6.7. Uit hetgeen onder 6.6. is overwogen volgt dat het beroep tegen besluit 2 niet slaagt.
7. De Raad acht termen aanwezig om op grond van artikel 8:75 van de Awb het Uwv te veroordelen in de proceskosten van appellante in beroep en hoger beroep.

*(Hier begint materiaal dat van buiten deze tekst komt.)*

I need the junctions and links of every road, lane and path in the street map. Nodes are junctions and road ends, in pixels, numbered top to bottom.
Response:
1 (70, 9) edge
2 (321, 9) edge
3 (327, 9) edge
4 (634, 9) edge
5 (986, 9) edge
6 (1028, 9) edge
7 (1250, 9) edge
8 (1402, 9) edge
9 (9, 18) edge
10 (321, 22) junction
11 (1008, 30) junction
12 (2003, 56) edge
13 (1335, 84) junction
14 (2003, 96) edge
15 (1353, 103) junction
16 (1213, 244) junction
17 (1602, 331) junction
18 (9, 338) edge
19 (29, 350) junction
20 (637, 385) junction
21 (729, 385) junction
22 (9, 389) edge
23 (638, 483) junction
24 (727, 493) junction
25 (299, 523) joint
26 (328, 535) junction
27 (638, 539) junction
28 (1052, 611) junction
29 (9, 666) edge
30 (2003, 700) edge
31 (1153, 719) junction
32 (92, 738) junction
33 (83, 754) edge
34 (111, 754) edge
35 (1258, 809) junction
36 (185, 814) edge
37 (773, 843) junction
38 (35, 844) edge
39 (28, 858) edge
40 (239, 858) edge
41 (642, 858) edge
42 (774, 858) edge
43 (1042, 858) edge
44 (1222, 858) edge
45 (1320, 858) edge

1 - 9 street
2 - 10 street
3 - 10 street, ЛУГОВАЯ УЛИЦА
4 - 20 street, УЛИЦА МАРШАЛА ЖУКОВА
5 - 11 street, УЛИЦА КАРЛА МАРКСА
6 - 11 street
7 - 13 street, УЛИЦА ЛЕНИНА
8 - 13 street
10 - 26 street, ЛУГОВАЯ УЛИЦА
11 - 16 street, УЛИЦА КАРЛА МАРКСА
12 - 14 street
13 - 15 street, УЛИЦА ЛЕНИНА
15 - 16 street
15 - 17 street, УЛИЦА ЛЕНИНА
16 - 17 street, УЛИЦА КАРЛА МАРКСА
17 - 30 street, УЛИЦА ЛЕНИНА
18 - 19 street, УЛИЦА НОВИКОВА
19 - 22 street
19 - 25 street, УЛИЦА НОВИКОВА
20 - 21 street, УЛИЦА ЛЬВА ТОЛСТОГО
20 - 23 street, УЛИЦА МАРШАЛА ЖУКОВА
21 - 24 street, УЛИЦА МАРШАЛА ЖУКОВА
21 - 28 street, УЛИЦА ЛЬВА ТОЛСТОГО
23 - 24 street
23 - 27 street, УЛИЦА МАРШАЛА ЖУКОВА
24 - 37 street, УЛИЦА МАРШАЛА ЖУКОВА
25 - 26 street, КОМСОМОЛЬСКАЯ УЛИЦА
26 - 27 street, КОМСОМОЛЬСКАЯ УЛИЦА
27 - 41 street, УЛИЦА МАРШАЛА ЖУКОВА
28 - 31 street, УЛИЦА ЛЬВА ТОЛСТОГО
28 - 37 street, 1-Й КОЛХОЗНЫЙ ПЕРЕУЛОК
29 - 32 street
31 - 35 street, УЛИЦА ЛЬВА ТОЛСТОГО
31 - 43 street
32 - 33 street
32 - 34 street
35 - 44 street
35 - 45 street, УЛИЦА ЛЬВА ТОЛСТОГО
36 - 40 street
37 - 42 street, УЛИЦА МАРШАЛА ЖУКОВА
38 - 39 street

Deze kosten worden begroot op € 644,- voor verleende rechtsbijstand in beroep en op € 483,- voor verleende rechtsbijstand in hoger beroep, derhalve in totaal € 1127,-. Voor een vergoeding van de kosten van de door W.M. van de Boog aan appellante uitgebrachte rapporten bestaat geen aanleiding, omdat die rapporten niet hebben geleid tot de vernietiging van besluit 1.
De Centrale Raad van Beroep;
Vernietigt de aangevallen uitspraak;
Verklaart het beroep tegen besluit I gegrond en vernietigt dat besluit;
Veroordeelt het Uwv tot vergoeding van schade als onder 6.3 is vermeld;
Verklaart het beroep tegen het besluit van 31 december 2009 ongegrond;
Veroordeelt het Uwv in de proceskosten van appellante tot een bedrag groot € 1127,-, te betalen aan de griffier van de Raad;
Bepaalt dat het Uwv aan appellante het betaalde griffierecht van € 149,- vergoedt.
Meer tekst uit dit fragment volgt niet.